ARRET N°
DU 06 JANVIER 2023
N° RG 22/00606 - N° Portalis DBVR-V-B7G-E6B5
LA COUR D'APPEL DE NANCY, troisième chambre civile section 1, a rendu l'arrêt suivant :
Saisie d'un appel d'une décision rendue le 01 octobre 2021 par le Tribunal Judiciaire de NANCY (17/03972)
APPELANTE :
Madame [G] [V]
née le 09 Janvier 1991 à [Localité 2] ([Localité 2])
[Adresse 1]
[Localité 4]
Représentée par Me Hervé MERLINGE de la SCP JOUBERT, DEMAREST & MERLINGE, substitué par Me Kevin DUPRAT, avocats au barreau de NANCY
(bénéficie d'une aide juridictionnelle totale numéro 2022/002673 du 25/03/2022 accordée par le bureau d'aide juridictionnelle de NANCY)
INTIMES :
Monsieur [X] [B]
né le 08 Janvier 1990 à [Localité 2] ([Localité 2])
[Adresse 5]
[Localité 3]
Représenté par Me Guylène ADRIANT substituée par Me Yves STELLA, avocats au barreau de NANCY
(bénéficie d'une aide juridictionnelle totale numéro 2022/002565 du 25/03/2022 accordée par le bureau d'aide juridictionnelle de NANCY)

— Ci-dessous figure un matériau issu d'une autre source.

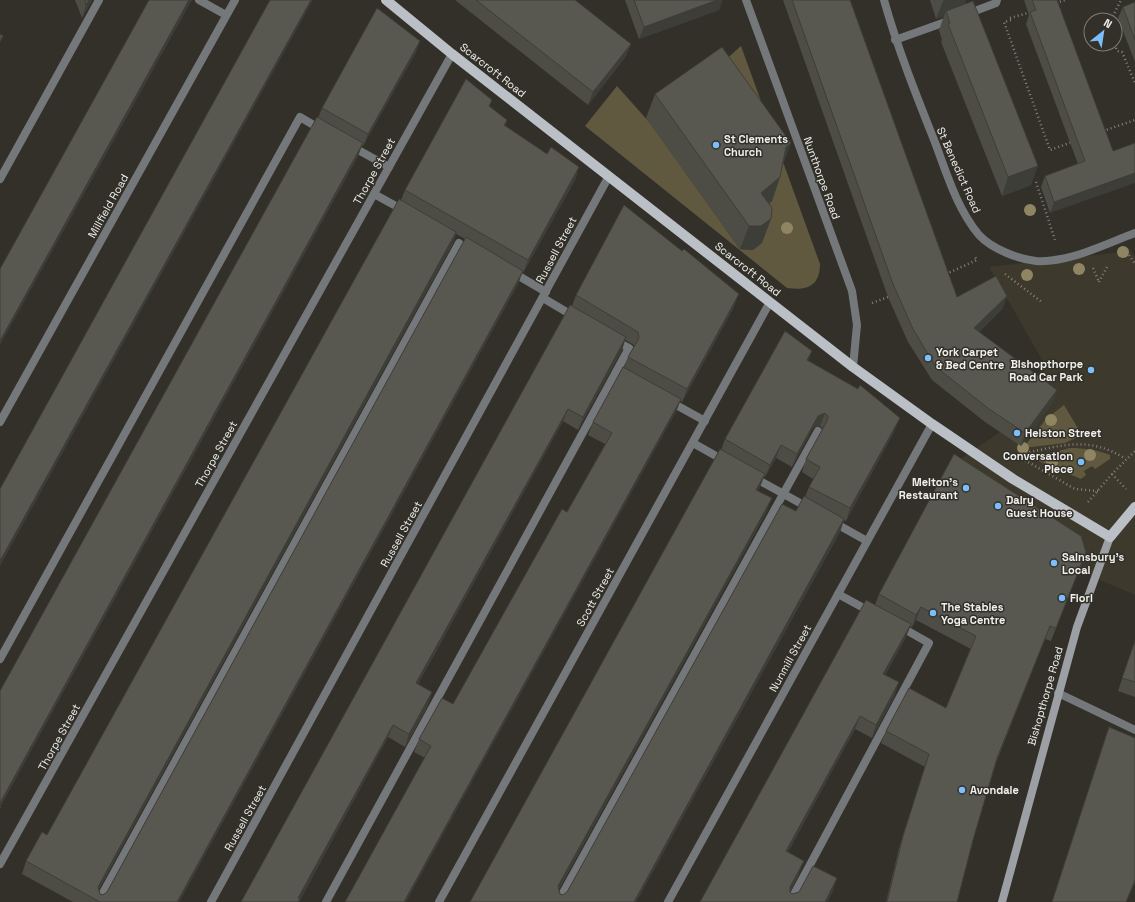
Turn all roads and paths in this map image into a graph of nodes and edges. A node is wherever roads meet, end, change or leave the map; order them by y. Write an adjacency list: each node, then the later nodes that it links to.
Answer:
1 (99, 0): 26 (street)
2 (199, 0): 13 (street)
3 (235, 0): 13 (street, Millfield Road)
4 (386, 0): 17 (main road, Scarcroft Road)
5 (746, 0): 40 (street, Nunthorpe Road)
6 (884, 0): 15 (street, St Benedict Road)
7 (1065, 0): 10 (path)
8 (1121, 0): 12 (path)
9 (996, 2): 14 (path); 15 (street)
10 (1052, 5)
11 (1038, 10): 14 (path)
12 (1115, 12)
13 (226, 15): 45 (street, Millfield Road)
14 (1011, 20): 22 (path)
15 (895, 40): 33 (street, St Benedict Road)
16 (1122, 52): 18 (path)
17 (452, 54): 24 (street, Thorpe Street); 25 (main road, Scarcroft Road)
18 (1135, 83)
19 (1135, 120): 20 (path)
20 (1100, 132)
21 (332, 136): 66 (street)
22 (1078, 140)
23 (346, 143): 24 (street)
24 (389, 167): 28 (street, Thorpe Street)
25 (609, 176): 36 (street, Russell Street); 37 (main road, Scarcroft Road)
26 (0, 178)
27 (1036, 182): 33 (path)
28 (374, 194): 29 (street); 69 (street, Thorpe Street)
29 (413, 216)
30 (1135, 233): 33 (street, St Benedict Road)
31 (459, 243): 70 (street)
32 (973, 254): 35 (path)
33 (1061, 259)
34 (506, 269): 36 (street)
35 (940, 277)
36 (545, 295): 38 (street); 71 (street, Russell Street)
37 (770, 302): 40 (main road, Scarcroft Road); 44 (street, Scott Street)
38 (583, 322)
39 (609, 337): 41 (street)
40 (853, 367): 46 (main road, Scarcroft Road)
41 (616, 372): 42 (street); 72 (street)
42 (630, 380)
43 (664, 398): 44 (street)
44 (705, 421): 48 (street, Scott Street)
45 (0, 422)
46 (932, 424): 59 (main road, Scarcroft Road); 62 (street, Nunmill Street)
47 (818, 431): 55 (street)
48 (693, 442): 51 (street); 73 (street, Scott Street)
49 (1135, 451): 50 (path)
50 (1126, 459): 53 (path); 54 (path)
51 (734, 466)
52 (748, 474): 55 (street)
53 (1112, 474): 54 (path); 56 (path)
54 (1098, 491): 59 (path)
55 (782, 493): 58 (street); 74 (street)
56 (1130, 493)
57 (1135, 507): 61 (main road, Bishopthorpe Road)
58 (815, 512)
59 (1075, 518): 61 (main road, Scarcroft Road)
60 (828, 519): 62 (street)
61 (1110, 537): 67 (street, Bishopthorpe Road)
62 (867, 542): 63 (street, Nunmill Street)
63 (838, 594): 64 (street); 75 (street, Nunmill Street)
64 (880, 616)
65 (894, 624): 76 (street)
66 (0, 659)
67 (1058, 694): 68 (street); 77 (street, Bishopthorpe Road)
68 (1135, 730)
69 (0, 864)
70 (98, 902)
71 (211, 902)
72 (326, 902)
73 (439, 902)
74 (558, 902)
75 (668, 902)
76 (790, 902)
77 (1002, 902)

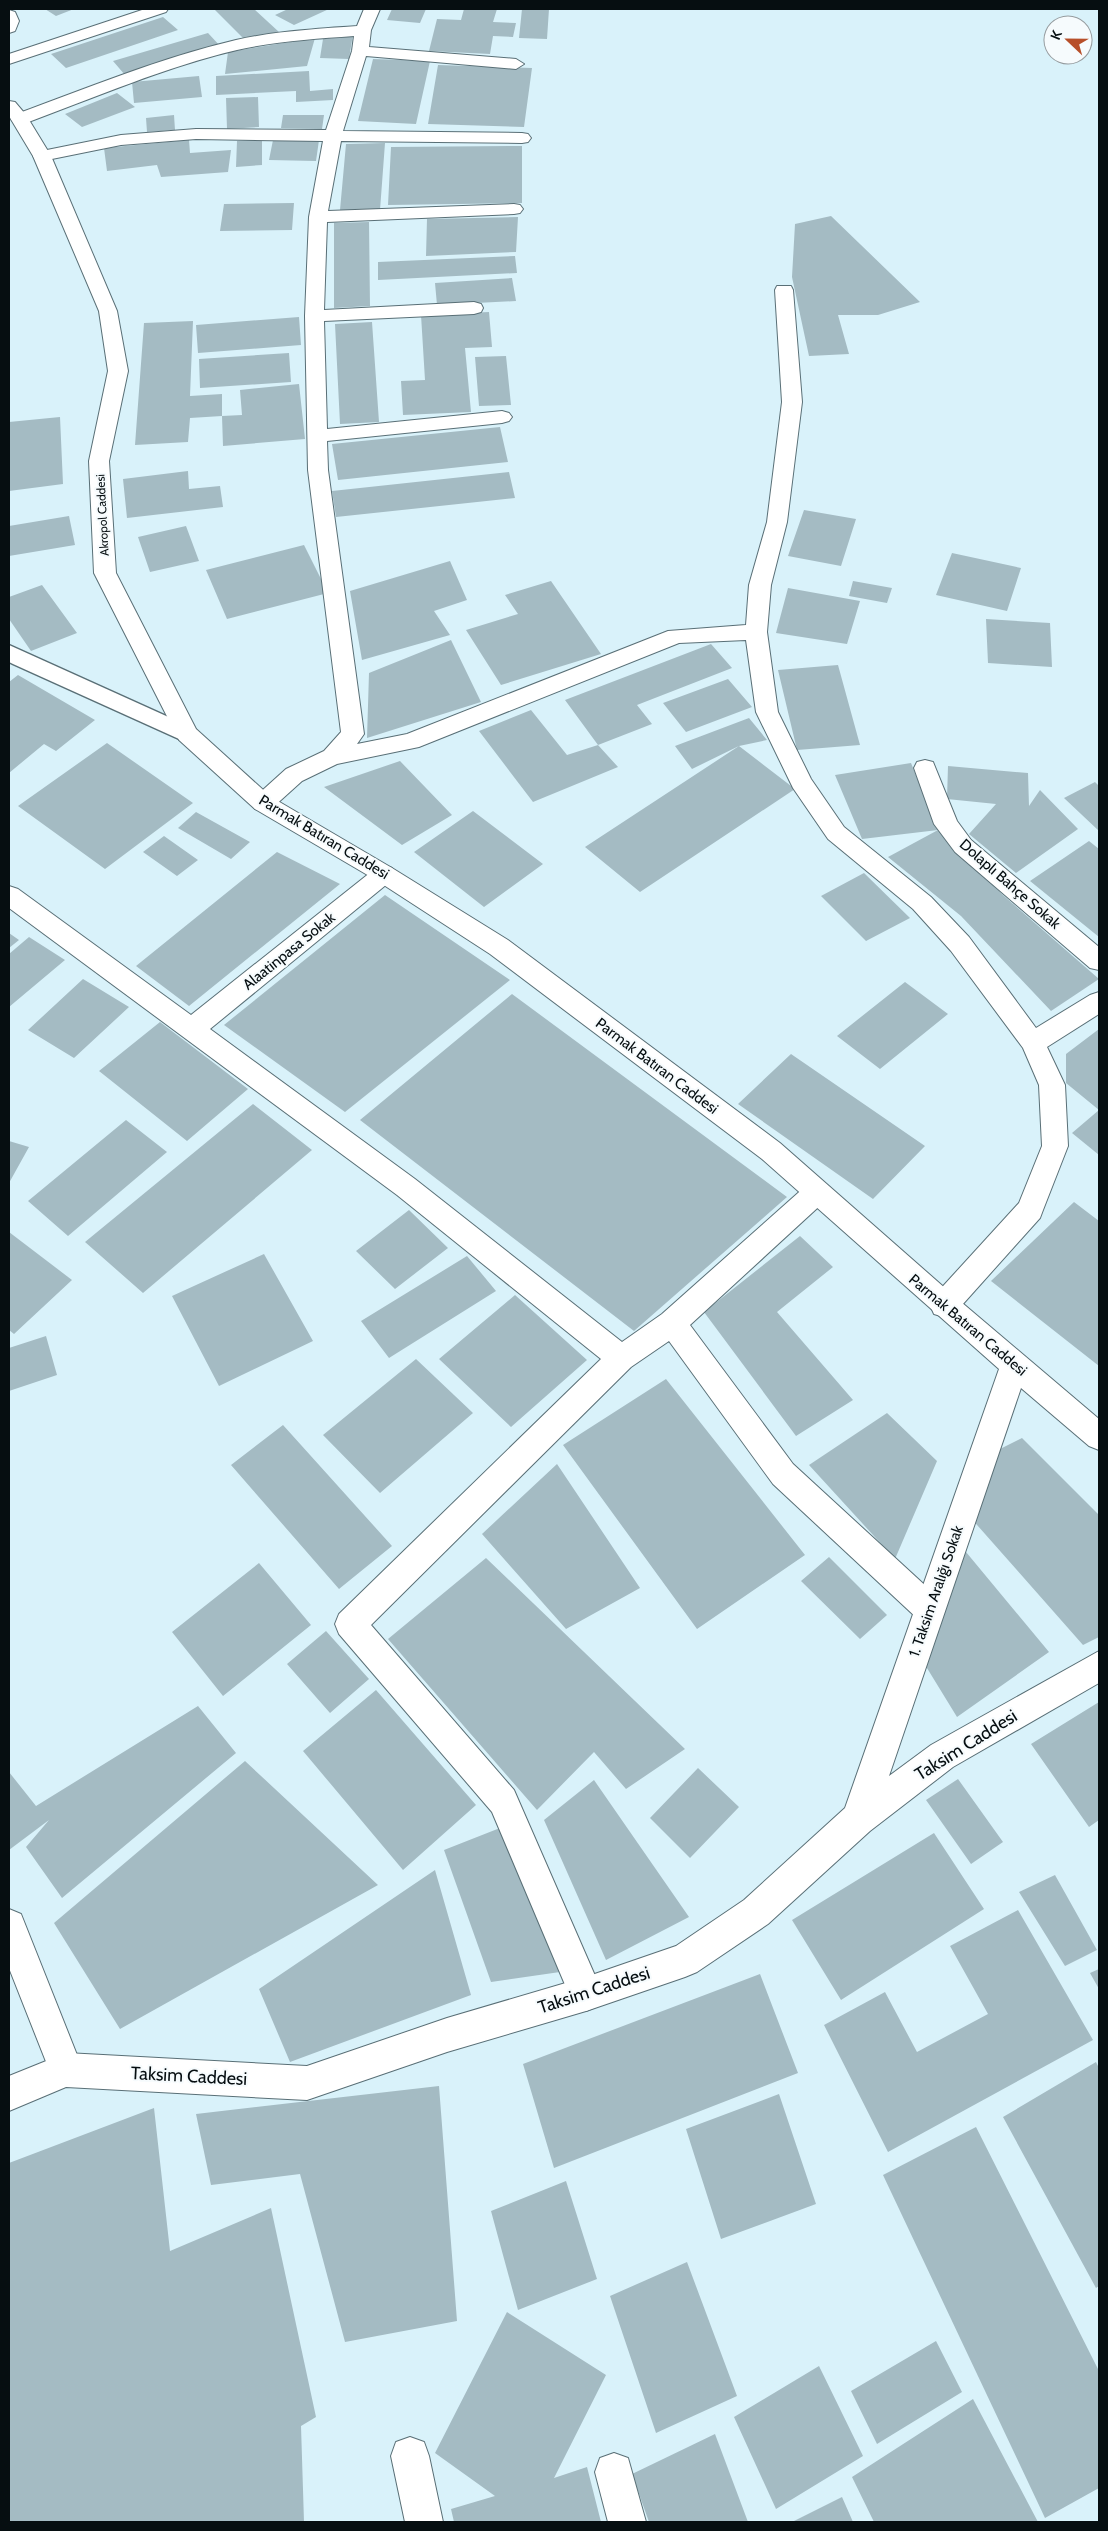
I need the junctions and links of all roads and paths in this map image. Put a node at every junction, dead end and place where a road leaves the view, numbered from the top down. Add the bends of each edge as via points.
1 (160, 9) edge
2 (372, 9) edge
3 (9, 15) edge
4 (9, 28) edge
5 (363, 30) junction
6 (360, 51) junction
7 (9, 59) edge
8 (516, 64) dead end
9 (14, 113) edge
10 (333, 134) junction
11 (522, 138) dead end
12 (42, 156) junction
13 (514, 209) dead end
14 (318, 217) junction
15 (784, 290) dead end
16 (474, 308) dead end
17 (314, 316) junction
18 (502, 417) dead end
19 (317, 436) junction
20 (756, 632) junction
21 (9, 652) edge
22 (187, 734) junction
23 (332, 757) junction
24 (925, 768) dead end
25 (263, 803) junction
26 (384, 874) junction
27 (9, 894) edge
28 (1099, 961) edge
29 (1099, 1002) edge
30 (193, 1028) junction
31 (1033, 1044) junction
32 (816, 1193) junction
33 (944, 1305) junction
34 (672, 1323) junction
35 (621, 1358) junction
36 (1015, 1364) junction
37 (1099, 1437) edge
38 (930, 1610) junction
39 (1099, 1666) edge
40 (858, 1819) junction
41 (9, 1926) edge
42 (586, 1994) junction
43 (66, 2070) junction
44 (9, 2093) edge
45 (410, 2456) dead end
46 (614, 2472) dead end
47 (424, 2522) edge
48 (627, 2522) edge

1 - 7 street
2 - 5 street
3 - 4 street
5 - 6 street
5 - 9 street via 267,39
6 - 8 street
6 - 10 street
9 - 12 street, Akropol Caddesi
10 - 11 street
10 - 12 street via 186,135 121,140
10 - 14 street
12 - 22 street, Akropol Caddesi via 108,311 118,371 99,461 105,573
13 - 14 street
14 - 17 street
15 - 20 street via 792,402 776,522 760,585
16 - 17 street
17 - 19 street
18 - 19 street
19 - 23 street via 318,470 353,734
20 - 23 street via 676,636 411,741
20 - 31 street via 767,712 801,782 836,833 922,903 960,944
21 - 22 lane
22 - 25 street, Parmak Batıran Caddesi
23 - 25 street via 294,775
24 - 28 street, Dolaplı Bahçe Sokak via 946,824 964,846
25 - 26 street, Parmak Batıran Caddesi
26 - 30 street, Alaatinpasa Sokak
26 - 32 street, Parmak Batıran Caddesi via 500,948 771,1152
27 - 30 street
29 - 31 street
30 - 35 street via 406,1187
31 - 33 street via 1052,1086 1055,1146 1030,1210
32 - 33 street, Parmak Batıran Caddesi
32 - 34 street
33 - 36 street, Parmak Batıran Caddesi
34 - 35 street
34 - 38 street via 783,1474
35 - 42 street via 350,1624 503,1801
36 - 37 street, Parmak Batıran Caddesi
36 - 38 street, 1. Taksim Aralığı Sokak
38 - 40 street, 1. Taksim Aralığı Sokak
39 - 40 street, Taksim Caddesi via 942,1756
40 - 42 street, Taksim Caddesi via 756,1912 684,1960
41 - 43 street
42 - 43 street, Taksim Caddesi via 447,2035 307,2083
43 - 44 street, Taksim Caddesi
45 - 47 street
46 - 48 street

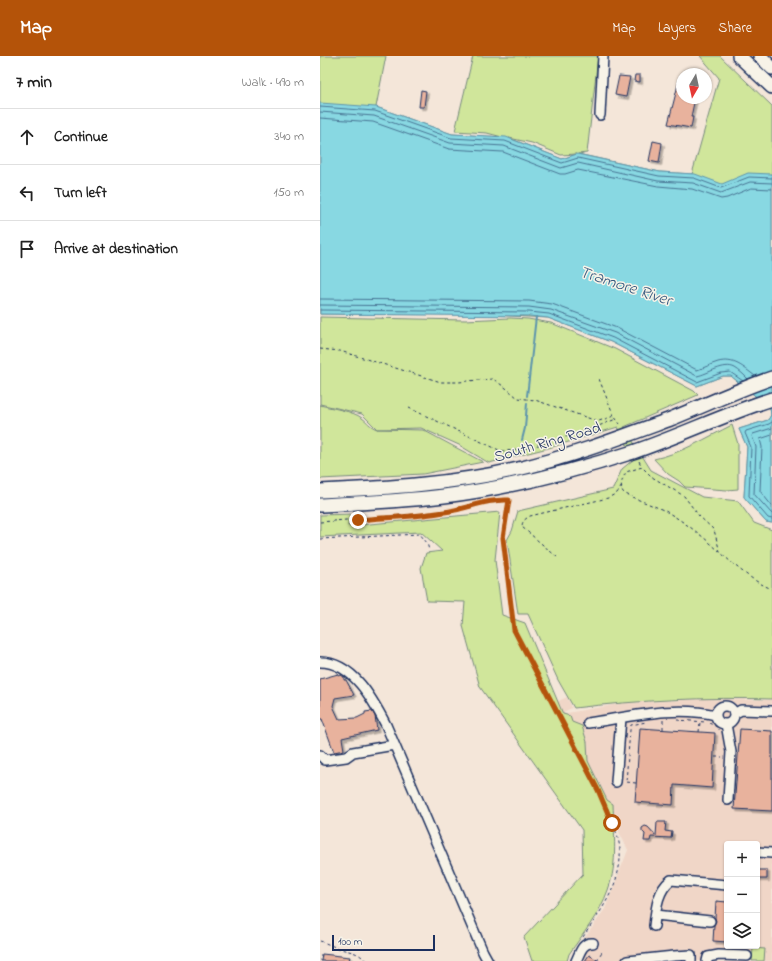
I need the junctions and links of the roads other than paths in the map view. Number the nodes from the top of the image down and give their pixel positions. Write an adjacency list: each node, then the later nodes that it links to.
1 (603, 56): 6 (street)
2 (739, 56): 5 (highway)
3 (760, 56): 4 (highway)
4 (772, 68)
5 (772, 87)
6 (600, 116)
7 (772, 378): 9 (highway, South Ring Road)
8 (766, 401): 10 (highway, South Ring Road)
9 (320, 491)
10 (320, 505)
11 (320, 662): 18 (street)
12 (772, 711): 13 (street)
13 (734, 714): 14 (street); 17 (street)
14 (716, 715): 15 (street); 17 (street)
15 (621, 718): 16 (street); 20 (street)
16 (588, 723)
17 (726, 724): 21 (street)
18 (394, 745): 19 (street); 31 (street)
19 (320, 755)
20 (616, 782)
21 (728, 800)
22 (760, 852): 23 (street)
23 (772, 853)
24 (724, 885): 25 (street)
25 (656, 915): 26 (street); 27 (street)
26 (710, 921)
27 (654, 926)
28 (593, 943): 32 (street)
29 (747, 956): 35 (street)
30 (675, 958): 33 (street); 34 (street)
31 (488, 961)
32 (576, 961)
33 (627, 961)
34 (691, 961)
35 (707, 961)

Monsieur LE BATONNIER DE L'ORDRE DES AVOCATS ès-qualité d'administrateur ad hoc du mineur [U] [V] né le 23/11/2014
[Adresse 6]
[Localité 2]
Représenté par Me Olivier BAUER de la SELEURL CABINET DE MAITRE OLIVIER BAUER substitué par Me Charlotte MOUTON, avocats au barreau de NANCY
(bénéficie d'une aide juridictionnelle totale numéro 2022/003600 du 29/04/2022 accordée par le bureau d'aide juridictionnelle de NANCY)
COMPOSITION DE LA COUR :
Lors des débats, sans opposition des conseils des parties, en application de l'article 805 du Code de Procédure Civile,
Madame LEFEBVRE, conseiller à la cour d'appel de Nancy, siégeant en rapporteur,
Madame TRICHOT BURTE, greffière,
Lors du délibéré :
Présidente de Chambre : Madame BOUC,
Conseillères : Madame LEFEBVRE, qui a rendu compte à la Cour conformément à l'article 805 du Code de Procédure Civile,
Madame WELTER,
DEBATS :
Hors la présence du public à l'audience du 28 Octobre 2022 ;
L'affaire ayant été préalablement communiquée pour avis au Ministère Public ;
Conformément à l'article 804 du Code de Procédure Civile, un rapport oral de l'affaire a été fait à l'audience de ce jour ;
L'affaire a été mise en délibéré pour l'arrêt être mis à disposition au greffe le 06 Janvier 2023 ;
Le 06 Janvier 2023, la Cour après en avoir délibéré conformément à la Loi, a rendu, par mise à disposition par Madame FOURNIER, greffier, l'arrêt dont la teneur suit :
Copie exécutoire le
Copie le
FAITS, PROCÉDURE ET PRÉTENTIONS DES PARTIES
Le 23 novembre 2014 à [Localité 7], Madame [G] [V] a donné naissance à un enfant, [U].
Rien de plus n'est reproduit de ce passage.